Year-over-year, in January 2023 through April 2023, total nonresidential starts were 7% higher than in the first four months of 2022. Institutional starts gained 14%, manufacturing starts were still 4% higher, and commercial starts were up 2%. Between April 2022 and April 2023, total nonresidential building starts were 34% higher than April 2021 through April 2022. Manufacturing starts were 118% higher, institutional starts improved 22%, and commercial starts were up by 18%.

Engineering Business Sentiment Split

Passed in late 2021, "the Infrastructure Investrment and Jobs Act (IIJA) has absolutely buoyed our industry," said Joe Bates, a senior consultant at the American Council of Engineering Companies (ACEC) Research Institute. Speaking on ACEC's May podcast, he added, "If the economy does go into a mild recession, it will not hit our industry this year."

Previewing the institute's soon-to-be-released Engineering Business Sentiment Study for the second quarter of 2023, Bates noted that the 500-plus ACEC members surveyed this spring displayed a "huge disconnect" between their feelings about the economy, in general, and the business prospects for their own firms. "For the last year, future sentiment overall has been very pessimistic, but individual firm sentiment for the next 12 months has actually improved," he explained.

Of particular note, Bates added that the latest survey continued to find inflation and recession fears as the main concerns for ACEC members, but a new worry had also emerged. "Political concerns and uncertainty jumped nine points on our list to move into the third slot," he said.

Longer term, Bates said firms appear most worried about worker shortages and resulting wage inflation. "We simply do not have enough engineers in the pipeline in this country, much less in our sector of the economy," he added.

Overall, construction employment increased in 24 states in April from the previous month, according to the latest data from the Bureau of Labor Statistics (BLS).

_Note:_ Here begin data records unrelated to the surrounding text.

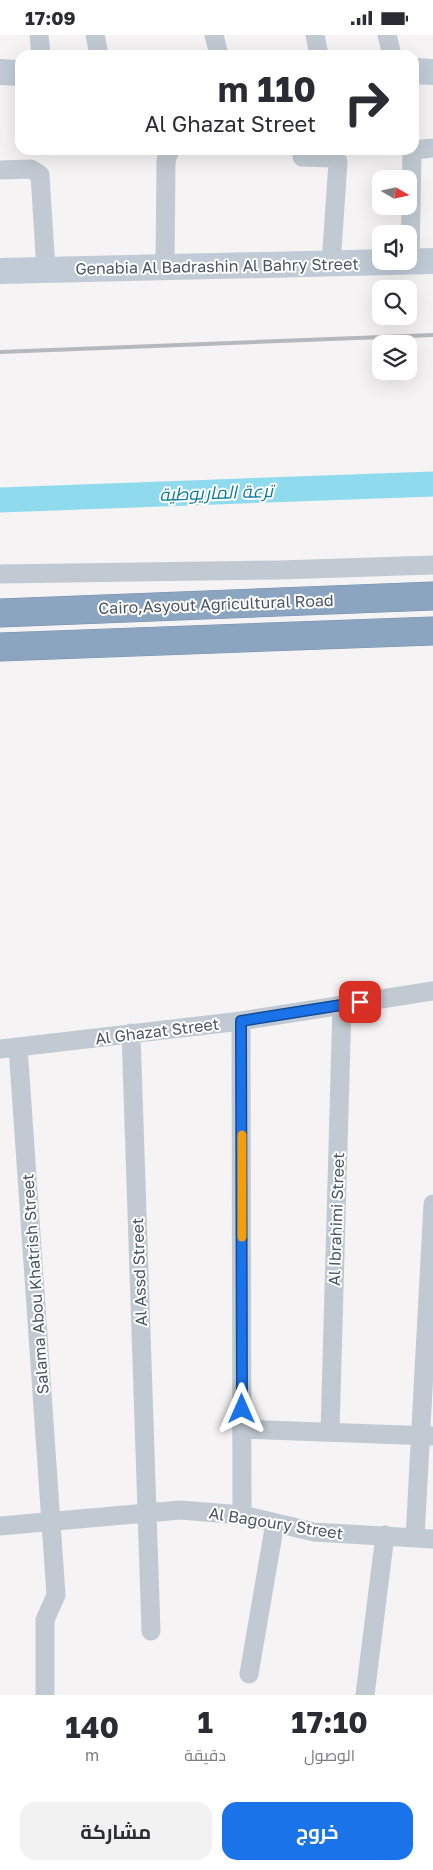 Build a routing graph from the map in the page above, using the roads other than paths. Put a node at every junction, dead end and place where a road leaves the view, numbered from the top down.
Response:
1 (39, 35) edge
2 (95, 35) edge
3 (214, 35) edge
4 (315, 35) edge
5 (387, 35) edge
6 (40, 50) edge
7 (98, 50) edge
8 (218, 50) edge
9 (318, 50) edge
10 (391, 50) edge
11 (419, 71) edge
12 (0, 72) edge
13 (433, 72) edge
14 (15, 73) edge
15 (433, 149) edge
16 (419, 150) edge
17 (168, 155) edge
18 (413, 155) edge
19 (302, 157) dead end
20 (0, 170) edge
21 (421, 261) edge
22 (331, 263) junction
23 (165, 268) junction
24 (46, 270) junction
25 (0, 271) edge
26 (433, 565) edge
27 (0, 574) edge
28 (433, 596) edge
29 (0, 613) edge
30 (433, 631) edge
31 (0, 647) edge
32 (433, 991) edge
33 (342, 1005) junction
34 (241, 1021) junction
35 (131, 1033) junction
36 (9, 1048) edge
37 (433, 1204) edge
38 (431, 1284) edge
39 (242, 1429) junction
40 (330, 1432) junction
41 (427, 1436) edge
42 (148, 1511) junction
43 (242, 1515) junction
44 (51, 1521) junction
45 (275, 1523) junction
46 (0, 1526) edge
47 (385, 1535) junction
48 (424, 1539) edge
49 (151, 1631) dead end
50 (249, 1673) dead end
51 (45, 1695) edge
52 (365, 1695) edge

1 - 6 street
2 - 7 street
3 - 8 street
4 - 9 street
5 - 10 street
11 - 13 street
12 - 14 street
15 - 16 street
17 - 23 street
18 - 21 street
19 - 22 street
20 - 24 street
21 - 22 street, Genabia Al Badrashin Al Bahry Street
22 - 23 street, Genabia Al Badrashin Al Bahry Street
23 - 24 street, Genabia Al Badrashin Al Bahry Street
24 - 25 street, Genabia Al Badrashin Al Bahry Street
26 - 27 street
28 - 29 highway, Cairo,Asyout Agricultural Road
30 - 31 highway, Cairo,Asyout Agricultural Road
32 - 33 street, Al Ghazat Street
33 - 34 street, Al Ghazat Street
33 - 40 street, Al Ibrahimi Street
34 - 35 street, Al Ghazat Street
34 - 39 street
35 - 36 street, Al Ghazat Street
35 - 42 street, Al Assd Street
36 - 44 street, Salama Abou Khatrish Street
37 - 38 street
38 - 41 street
39 - 40 street
39 - 43 street
40 - 41 street
41 - 48 street
42 - 43 street, Al Bagoury Street
42 - 44 street, Al Bagoury Street
42 - 49 street, Al Assd Street
43 - 45 street, Al Bagoury Street
44 - 46 street, Al Bagoury Street
44 - 51 street, Salama Abou Khatrish Street
45 - 47 street, Al Bagoury Street
45 - 50 street
47 - 48 street, Al Bagoury Street
47 - 52 street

Compared to April 2022, however, 42 states reported increased construction hiring.

"Contractors continue to report strong demand for projects and have added employees in all but a handful of states over the past year," said Ken Simonson, chief economist for Associated General Contractors of America (AGC). So, any slowdown in hiring this spring seems more attributable to worker shortages, he explained.

On May 16, Associated Builders and Contractors (ABC) also entered the economic discussion, reporting that its Construction Backlog Indicator had increased to 8.9 months in April, up slightly from 8.7 in March, according to an ABC member survey conducted April 20 to May 3. The latest reading is also 0.1 months higher than in April 2022.

After declining to a seven-month low in March, backlog rebounded in April due to strength in the infrastructure category. Regionally, backlog increased in the Northeast and West, but fell in the South and middle states, ABC reported.

Also in April, the nonunion contractor group's Construction Confidence Index for sales and staffing moved higher, while the readings for profit margins inched lower. Still, all three readings remained above the threshold of 50, indicating expectations of growth over the next six months.

“Based on ABC member sentiment, one would not be able to discern that interest rates are high, the nation’s banking sector is in tumult, politicians are arguing over the nation’s debt limit and recession fears remain pervasive,” said ABC Chief Economist Anirban Basu. “Despite many headwinds and an active news cycle, contractors continue to express confidence in the near term."

Indeed, engineering firms remain individually upbeat, as well, according to ACEC.

The only thing that threatens to shatter that confidence right now is the ominous debt ceiling debate dominating D.C. If cooler heads fail to prevail there in the next 10 days, then our nation will suffer its first-ever default.

And none of us truly know what is on the other side of that dark door.